▸ WORKING DATA:
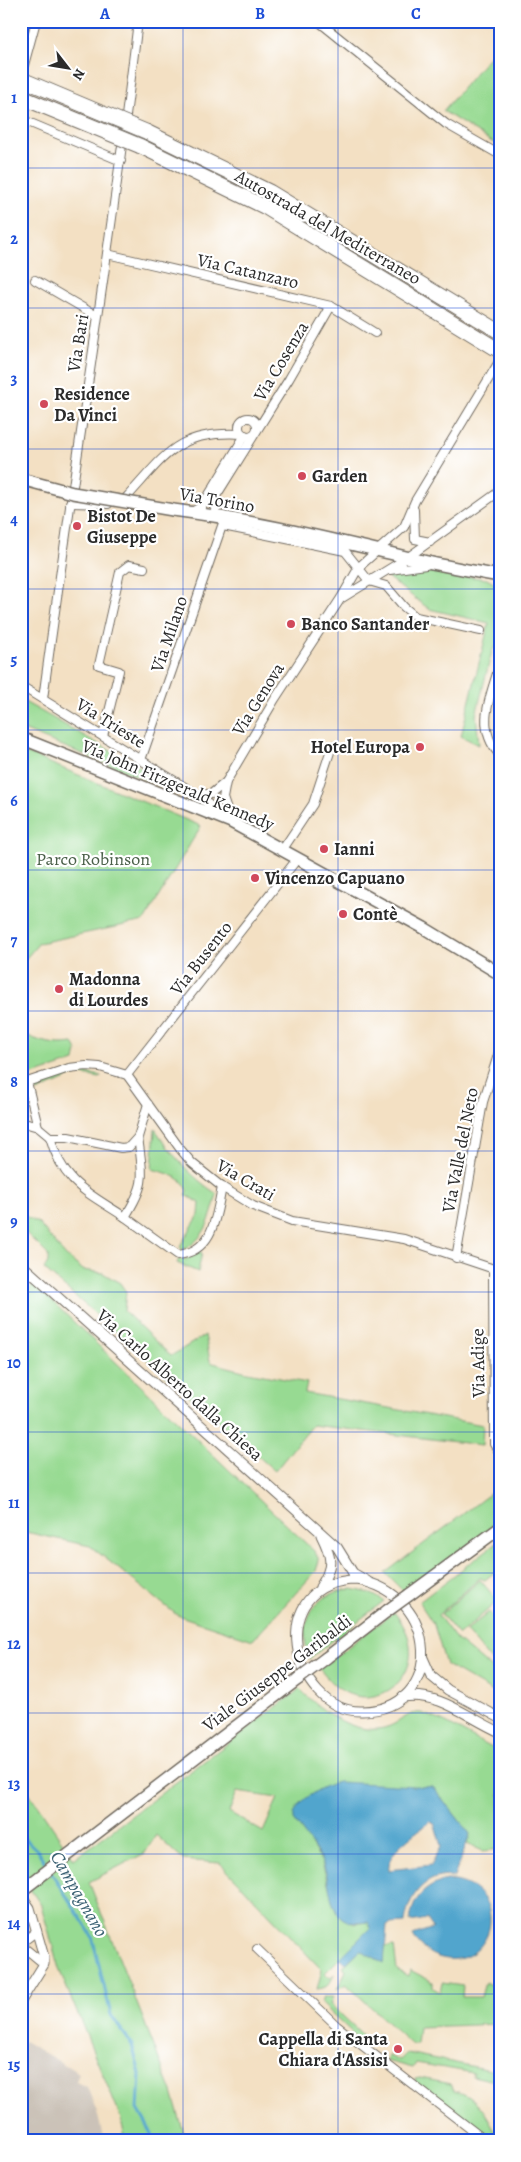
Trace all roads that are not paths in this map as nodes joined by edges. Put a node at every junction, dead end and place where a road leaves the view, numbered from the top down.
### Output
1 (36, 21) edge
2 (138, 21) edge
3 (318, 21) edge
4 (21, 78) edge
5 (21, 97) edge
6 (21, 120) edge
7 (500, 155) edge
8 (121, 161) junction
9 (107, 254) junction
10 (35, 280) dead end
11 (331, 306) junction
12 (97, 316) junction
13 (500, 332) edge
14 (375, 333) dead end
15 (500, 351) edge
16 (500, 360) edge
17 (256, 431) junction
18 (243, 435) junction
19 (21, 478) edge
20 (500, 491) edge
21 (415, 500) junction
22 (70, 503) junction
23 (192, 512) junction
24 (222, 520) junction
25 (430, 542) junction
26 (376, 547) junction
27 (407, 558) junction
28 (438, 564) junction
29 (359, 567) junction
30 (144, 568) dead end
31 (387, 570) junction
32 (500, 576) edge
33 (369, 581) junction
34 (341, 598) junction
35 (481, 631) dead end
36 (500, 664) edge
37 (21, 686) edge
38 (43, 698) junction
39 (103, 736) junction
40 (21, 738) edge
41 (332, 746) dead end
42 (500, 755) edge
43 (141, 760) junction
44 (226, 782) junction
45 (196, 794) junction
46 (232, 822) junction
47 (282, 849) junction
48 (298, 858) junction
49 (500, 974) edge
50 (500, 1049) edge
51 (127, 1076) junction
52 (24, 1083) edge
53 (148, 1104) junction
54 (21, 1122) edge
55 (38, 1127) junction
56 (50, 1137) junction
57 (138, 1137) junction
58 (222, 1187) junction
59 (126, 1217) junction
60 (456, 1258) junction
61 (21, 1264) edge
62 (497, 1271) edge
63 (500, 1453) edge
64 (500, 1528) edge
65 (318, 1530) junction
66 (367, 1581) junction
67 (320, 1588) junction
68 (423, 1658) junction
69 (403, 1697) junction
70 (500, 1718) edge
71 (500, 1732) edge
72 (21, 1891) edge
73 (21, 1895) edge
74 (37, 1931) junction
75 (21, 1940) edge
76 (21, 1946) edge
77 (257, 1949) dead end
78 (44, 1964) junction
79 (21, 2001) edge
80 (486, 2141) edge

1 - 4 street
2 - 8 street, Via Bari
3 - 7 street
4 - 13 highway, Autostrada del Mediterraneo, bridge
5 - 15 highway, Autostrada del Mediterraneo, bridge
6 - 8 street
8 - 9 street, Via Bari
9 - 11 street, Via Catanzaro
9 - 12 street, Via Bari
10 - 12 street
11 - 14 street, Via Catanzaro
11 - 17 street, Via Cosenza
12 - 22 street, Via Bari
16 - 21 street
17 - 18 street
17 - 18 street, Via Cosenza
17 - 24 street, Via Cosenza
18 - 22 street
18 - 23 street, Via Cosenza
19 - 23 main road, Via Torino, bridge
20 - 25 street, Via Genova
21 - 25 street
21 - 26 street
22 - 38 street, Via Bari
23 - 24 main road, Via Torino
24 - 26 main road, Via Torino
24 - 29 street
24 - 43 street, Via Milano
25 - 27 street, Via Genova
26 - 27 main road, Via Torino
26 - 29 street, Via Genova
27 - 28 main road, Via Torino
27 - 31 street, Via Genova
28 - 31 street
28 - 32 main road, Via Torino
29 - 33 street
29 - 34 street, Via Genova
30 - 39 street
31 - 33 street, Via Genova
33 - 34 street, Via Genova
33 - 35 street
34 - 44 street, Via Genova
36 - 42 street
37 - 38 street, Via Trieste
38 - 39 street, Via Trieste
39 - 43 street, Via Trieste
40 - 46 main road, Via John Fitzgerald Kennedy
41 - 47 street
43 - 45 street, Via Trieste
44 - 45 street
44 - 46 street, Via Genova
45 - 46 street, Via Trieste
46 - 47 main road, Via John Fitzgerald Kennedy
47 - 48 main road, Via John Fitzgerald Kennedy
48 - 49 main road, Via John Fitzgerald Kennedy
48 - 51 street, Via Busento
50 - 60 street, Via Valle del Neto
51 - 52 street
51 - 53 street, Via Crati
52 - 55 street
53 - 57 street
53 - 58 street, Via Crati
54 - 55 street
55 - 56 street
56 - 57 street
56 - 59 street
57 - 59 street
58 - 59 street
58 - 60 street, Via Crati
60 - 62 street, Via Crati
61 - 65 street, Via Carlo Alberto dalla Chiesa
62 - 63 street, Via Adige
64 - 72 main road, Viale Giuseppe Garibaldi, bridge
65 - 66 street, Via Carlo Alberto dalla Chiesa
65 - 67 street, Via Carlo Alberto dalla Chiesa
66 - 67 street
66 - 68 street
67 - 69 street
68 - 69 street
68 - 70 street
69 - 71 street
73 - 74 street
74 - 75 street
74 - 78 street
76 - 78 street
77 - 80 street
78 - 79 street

▸ TASK ITEM:
Verbatim reproduction of every entry is needed, with the images left out.

▸ ANSWER SPACE:
Trace all roads that are not paths in this map as nodes joined by edges. Put a node at every junction, dead end and place where a road leaves the view, numbered from the top down.
### Output
1 (36, 21) edge
2 (138, 21) edge
3 (318, 21) edge
4 (21, 78) edge
5 (21, 97) edge
6 (21, 120) edge
7 (500, 155) edge
8 (121, 161) junction
9 (107, 254) junction
10 (35, 280) dead end
11 (331, 306) junction
12 (97, 316) junction
13 (500, 332) edge
14 (375, 333) dead end
15 (500, 351) edge
16 (500, 360) edge
17 (256, 431) junction
18 (243, 435) junction
19 (21, 478) edge
20 (500, 491) edge
21 (415, 500) junction
22 (70, 503) junction
23 (192, 512) junction
24 (222, 520) junction
25 (430, 542) junction
26 (376, 547) junction
27 (407, 558) junction
28 (438, 564) junction
29 (359, 567) junction
30 (144, 568) dead end
31 (387, 570) junction
32 (500, 576) edge
33 (369, 581) junction
34 (341, 598) junction
35 (481, 631) dead end
36 (500, 664) edge
37 (21, 686) edge
38 (43, 698) junction
39 (103, 736) junction
40 (21, 738) edge
41 (332, 746) dead end
42 (500, 755) edge
43 (141, 760) junction
44 (226, 782) junction
45 (196, 794) junction
46 (232, 822) junction
47 (282, 849) junction
48 (298, 858) junction
49 (500, 974) edge
50 (500, 1049) edge
51 (127, 1076) junction
52 (24, 1083) edge
53 (148, 1104) junction
54 (21, 1122) edge
55 (38, 1127) junction
56 (50, 1137) junction
57 (138, 1137) junction
58 (222, 1187) junction
59 (126, 1217) junction
60 (456, 1258) junction
61 (21, 1264) edge
62 (497, 1271) edge
63 (500, 1453) edge
64 (500, 1528) edge
65 (318, 1530) junction
66 (367, 1581) junction
67 (320, 1588) junction
68 (423, 1658) junction
69 (403, 1697) junction
70 (500, 1718) edge
71 (500, 1732) edge
72 (21, 1891) edge
73 (21, 1895) edge
74 (37, 1931) junction
75 (21, 1940) edge
76 (21, 1946) edge
77 (257, 1949) dead end
78 (44, 1964) junction
79 (21, 2001) edge
80 (486, 2141) edge

1 - 4 street
2 - 8 street, Via Bari
3 - 7 street
4 - 13 highway, Autostrada del Mediterraneo, bridge
5 - 15 highway, Autostrada del Mediterraneo, bridge
6 - 8 street
8 - 9 street, Via Bari
9 - 11 street, Via Catanzaro
9 - 12 street, Via Bari
10 - 12 street
11 - 14 street, Via Catanzaro
11 - 17 street, Via Cosenza
12 - 22 street, Via Bari
16 - 21 street
17 - 18 street
17 - 18 street, Via Cosenza
17 - 24 street, Via Cosenza
18 - 22 street
18 - 23 street, Via Cosenza
19 - 23 main road, Via Torino, bridge
20 - 25 street, Via Genova
21 - 25 street
21 - 26 street
22 - 38 street, Via Bari
23 - 24 main road, Via Torino
24 - 26 main road, Via Torino
24 - 29 street
24 - 43 street, Via Milano
25 - 27 street, Via Genova
26 - 27 main road, Via Torino
26 - 29 street, Via Genova
27 - 28 main road, Via Torino
27 - 31 street, Via Genova
28 - 31 street
28 - 32 main road, Via Torino
29 - 33 street
29 - 34 street, Via Genova
30 - 39 street
31 - 33 street, Via Genova
33 - 34 street, Via Genova
33 - 35 street
34 - 44 street, Via Genova
36 - 42 street
37 - 38 street, Via Trieste
38 - 39 street, Via Trieste
39 - 43 street, Via Trieste
40 - 46 main road, Via John Fitzgerald Kennedy
41 - 47 street
43 - 45 street, Via Trieste
44 - 45 street
44 - 46 street, Via Genova
45 - 46 street, Via Trieste
46 - 47 main road, Via John Fitzgerald Kennedy
47 - 48 main road, Via John Fitzgerald Kennedy
48 - 49 main road, Via John Fitzgerald Kennedy
48 - 51 street, Via Busento
50 - 60 street, Via Valle del Neto
51 - 52 street
51 - 53 street, Via Crati
52 - 55 street
53 - 57 street
53 - 58 street, Via Crati
54 - 55 street
55 - 56 street
56 - 57 street
56 - 59 street
57 - 59 street
58 - 59 street
58 - 60 street, Via Crati
60 - 62 street, Via Crati
61 - 65 street, Via Carlo Alberto dalla Chiesa
62 - 63 street, Via Adige
64 - 72 main road, Viale Giuseppe Garibaldi, bridge
65 - 66 street, Via Carlo Alberto dalla Chiesa
65 - 67 street, Via Carlo Alberto dalla Chiesa
66 - 67 street
66 - 68 street
67 - 69 street
68 - 69 street
68 - 70 street
69 - 71 street
73 - 74 street
74 - 75 street
74 - 78 street
76 - 78 street
77 - 80 street
78 - 79 street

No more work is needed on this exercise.